USIP Report Credits MRA, Others With Expanding Civic Space in Nigeria

Nancy Lindborg, President, USIP
Nancy Lindborg, President, USIP

The United States Institute of Peace (USIP) in a Special Report issued in October 2018, extolled civil society organizations and activists in Nigeria for elevating and sustaining transparency and accountability reforms on various political and policy agendas, acknowledging that “Efforts by Media Rights Agenda and others were critical to expanding civic space and protecting freedom of expression.”

Titled “Nigeria’s Movement for Transparency and Accountability: Bringing the Pieces Together,” the Report noted that civil society organisations in Nigeria have also been able to advance innovative solutions and plans for transparency and accountability, noting: “Media Rights Agenda and others were critical in putting these items on the political agenda and keeping them there.”

Authored by Samson Itodo, executive director of YIAGA AFRICA, and Davin O’Regan, senior programme officer in the Programme on Nonviolent Action at USIP, the Report cited Nigeria’s Freedom of Information (FOI) Act, 2011, as “perhaps the most notable transparency reform in Nigeria,” adding that: “The (FOI Act’s) bill’s contents were first drafted in 1993 and 1994 during workshops organized by Media Rights Agenda, the Civil Liberties Organization, and the Nigeria Union of Journalists,”

Referencing Media Rights Agenda’s publication, Campaigning for Access to Information in Nigeria: A Report of the Legislative Advocacy Programme for the Enactment of a Freedom of Information Act, the Report said following the drafting of the bill, Freedom of Information Coalition, a network of over 150 civil society organisations launched an advocacy for the its enactment into law.
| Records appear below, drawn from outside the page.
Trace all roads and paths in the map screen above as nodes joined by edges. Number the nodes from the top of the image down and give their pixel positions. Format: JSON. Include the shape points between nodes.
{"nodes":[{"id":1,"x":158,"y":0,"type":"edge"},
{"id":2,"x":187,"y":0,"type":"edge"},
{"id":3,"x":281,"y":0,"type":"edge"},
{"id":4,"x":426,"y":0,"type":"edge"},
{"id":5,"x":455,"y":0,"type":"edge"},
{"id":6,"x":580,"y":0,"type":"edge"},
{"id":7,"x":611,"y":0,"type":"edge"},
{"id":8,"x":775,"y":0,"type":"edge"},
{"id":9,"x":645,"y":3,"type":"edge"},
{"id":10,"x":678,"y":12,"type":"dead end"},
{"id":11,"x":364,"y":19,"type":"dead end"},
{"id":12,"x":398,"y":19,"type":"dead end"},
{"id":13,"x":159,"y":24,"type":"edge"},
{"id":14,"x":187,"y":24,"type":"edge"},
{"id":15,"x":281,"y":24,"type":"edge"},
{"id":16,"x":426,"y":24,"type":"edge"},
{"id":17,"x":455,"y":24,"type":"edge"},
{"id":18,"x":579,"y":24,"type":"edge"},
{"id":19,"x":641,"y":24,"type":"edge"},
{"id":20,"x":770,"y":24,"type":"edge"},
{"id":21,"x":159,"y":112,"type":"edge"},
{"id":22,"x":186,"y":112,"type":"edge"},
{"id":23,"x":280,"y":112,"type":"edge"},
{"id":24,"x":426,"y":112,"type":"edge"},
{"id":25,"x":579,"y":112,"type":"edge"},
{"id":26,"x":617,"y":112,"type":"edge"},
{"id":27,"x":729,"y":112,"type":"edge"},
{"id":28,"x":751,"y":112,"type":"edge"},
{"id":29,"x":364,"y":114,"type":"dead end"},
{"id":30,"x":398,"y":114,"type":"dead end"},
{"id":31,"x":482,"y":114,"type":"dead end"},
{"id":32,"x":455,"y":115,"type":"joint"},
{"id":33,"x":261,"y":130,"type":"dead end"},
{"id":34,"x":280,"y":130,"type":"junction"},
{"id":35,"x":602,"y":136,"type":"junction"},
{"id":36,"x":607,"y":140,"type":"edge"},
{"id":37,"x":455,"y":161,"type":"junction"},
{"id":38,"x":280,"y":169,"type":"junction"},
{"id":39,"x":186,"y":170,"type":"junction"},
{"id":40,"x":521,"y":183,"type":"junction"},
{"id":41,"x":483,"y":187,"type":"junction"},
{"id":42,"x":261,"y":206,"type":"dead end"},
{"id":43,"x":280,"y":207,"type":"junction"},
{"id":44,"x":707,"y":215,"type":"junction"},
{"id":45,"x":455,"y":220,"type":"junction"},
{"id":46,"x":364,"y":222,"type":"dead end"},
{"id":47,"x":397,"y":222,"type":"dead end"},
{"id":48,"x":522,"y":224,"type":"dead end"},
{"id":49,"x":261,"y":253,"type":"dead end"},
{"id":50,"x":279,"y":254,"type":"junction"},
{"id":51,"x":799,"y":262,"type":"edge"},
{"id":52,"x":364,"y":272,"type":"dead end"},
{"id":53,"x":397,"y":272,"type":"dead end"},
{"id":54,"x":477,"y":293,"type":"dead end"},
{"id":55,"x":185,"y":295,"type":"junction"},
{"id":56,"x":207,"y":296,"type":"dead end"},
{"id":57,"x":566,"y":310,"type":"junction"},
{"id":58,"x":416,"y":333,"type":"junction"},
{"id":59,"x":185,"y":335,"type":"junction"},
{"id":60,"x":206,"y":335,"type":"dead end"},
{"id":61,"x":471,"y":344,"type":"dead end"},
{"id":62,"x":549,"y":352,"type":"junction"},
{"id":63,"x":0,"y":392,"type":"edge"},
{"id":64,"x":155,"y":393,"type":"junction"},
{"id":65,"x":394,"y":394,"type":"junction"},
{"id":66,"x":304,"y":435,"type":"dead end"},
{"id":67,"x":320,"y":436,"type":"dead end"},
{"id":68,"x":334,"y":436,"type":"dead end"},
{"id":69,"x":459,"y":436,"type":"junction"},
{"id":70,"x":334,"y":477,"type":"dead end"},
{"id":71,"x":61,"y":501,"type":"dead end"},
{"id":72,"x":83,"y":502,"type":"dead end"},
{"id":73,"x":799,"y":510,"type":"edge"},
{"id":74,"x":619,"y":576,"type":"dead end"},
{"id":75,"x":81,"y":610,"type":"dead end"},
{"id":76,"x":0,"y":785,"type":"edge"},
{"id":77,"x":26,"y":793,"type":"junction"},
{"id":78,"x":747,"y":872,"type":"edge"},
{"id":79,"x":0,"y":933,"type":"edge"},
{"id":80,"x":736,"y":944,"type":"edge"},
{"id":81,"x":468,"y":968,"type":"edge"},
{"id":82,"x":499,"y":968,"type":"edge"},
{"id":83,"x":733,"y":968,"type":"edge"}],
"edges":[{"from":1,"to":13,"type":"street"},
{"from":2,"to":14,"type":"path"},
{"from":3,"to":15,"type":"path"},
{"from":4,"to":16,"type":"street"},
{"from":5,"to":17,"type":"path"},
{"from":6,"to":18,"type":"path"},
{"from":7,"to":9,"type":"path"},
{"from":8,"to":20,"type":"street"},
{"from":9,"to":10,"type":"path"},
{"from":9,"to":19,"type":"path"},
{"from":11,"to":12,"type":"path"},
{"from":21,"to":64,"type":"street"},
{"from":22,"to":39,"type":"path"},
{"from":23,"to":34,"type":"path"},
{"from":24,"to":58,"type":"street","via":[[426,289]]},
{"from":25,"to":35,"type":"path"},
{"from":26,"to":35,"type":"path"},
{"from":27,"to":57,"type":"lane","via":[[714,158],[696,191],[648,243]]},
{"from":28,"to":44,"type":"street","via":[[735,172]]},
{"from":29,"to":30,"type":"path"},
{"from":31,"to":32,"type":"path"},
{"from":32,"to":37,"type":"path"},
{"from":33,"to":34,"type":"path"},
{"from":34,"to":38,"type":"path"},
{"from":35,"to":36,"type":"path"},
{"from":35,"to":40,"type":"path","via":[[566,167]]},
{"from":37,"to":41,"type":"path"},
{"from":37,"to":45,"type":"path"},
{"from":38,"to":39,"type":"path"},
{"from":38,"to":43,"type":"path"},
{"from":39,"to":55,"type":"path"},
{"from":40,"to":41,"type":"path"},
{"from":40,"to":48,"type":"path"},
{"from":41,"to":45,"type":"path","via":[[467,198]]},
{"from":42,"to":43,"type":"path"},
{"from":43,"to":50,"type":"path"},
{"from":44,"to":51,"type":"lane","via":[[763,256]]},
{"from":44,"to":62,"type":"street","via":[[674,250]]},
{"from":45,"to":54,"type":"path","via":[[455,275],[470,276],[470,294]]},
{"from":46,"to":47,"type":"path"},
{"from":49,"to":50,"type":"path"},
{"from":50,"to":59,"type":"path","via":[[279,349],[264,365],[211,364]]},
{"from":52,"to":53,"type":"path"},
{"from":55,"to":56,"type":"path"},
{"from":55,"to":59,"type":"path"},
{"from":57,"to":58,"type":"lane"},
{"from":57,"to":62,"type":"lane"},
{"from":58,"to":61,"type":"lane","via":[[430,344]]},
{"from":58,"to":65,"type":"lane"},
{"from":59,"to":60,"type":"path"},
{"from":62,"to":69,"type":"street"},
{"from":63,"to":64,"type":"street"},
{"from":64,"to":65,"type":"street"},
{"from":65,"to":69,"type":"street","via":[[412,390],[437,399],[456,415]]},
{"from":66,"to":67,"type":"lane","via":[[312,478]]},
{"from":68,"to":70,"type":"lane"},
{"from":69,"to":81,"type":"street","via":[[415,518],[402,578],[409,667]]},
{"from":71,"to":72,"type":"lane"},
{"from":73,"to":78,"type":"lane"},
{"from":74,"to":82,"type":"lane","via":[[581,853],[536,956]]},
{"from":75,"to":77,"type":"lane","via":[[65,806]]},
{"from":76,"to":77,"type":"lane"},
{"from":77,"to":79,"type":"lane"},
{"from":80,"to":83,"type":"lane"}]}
Further illustrating the contribution of civil society activism towards advancing transparency and expanding the civic space, the Report cited the 2016 efforts wherein “Enough Is Enough, Media Rights Agenda, and Paradigm Initiative Nigeria filed a lawsuit to challenge the Frivolous Petitions Bill, which would have made it a crime to make any allegation online, in print, or on the radio without a supporting court affidavit,” noting that “The bill was eventually withdrawn in the Senate following outrage channelled through the #NoToSocialMediaBill campaign.”

The 16-page report which highlighted the successes and challenges of transparency and accountability activism in Nigeria, submitted that “Signs of an emerging movement to advance transparency and accountability are prominent in Nigeria,” hinting that: “A range of new civil society groups and campaigns may serve as the organizational infrastructure for this emerging movement.”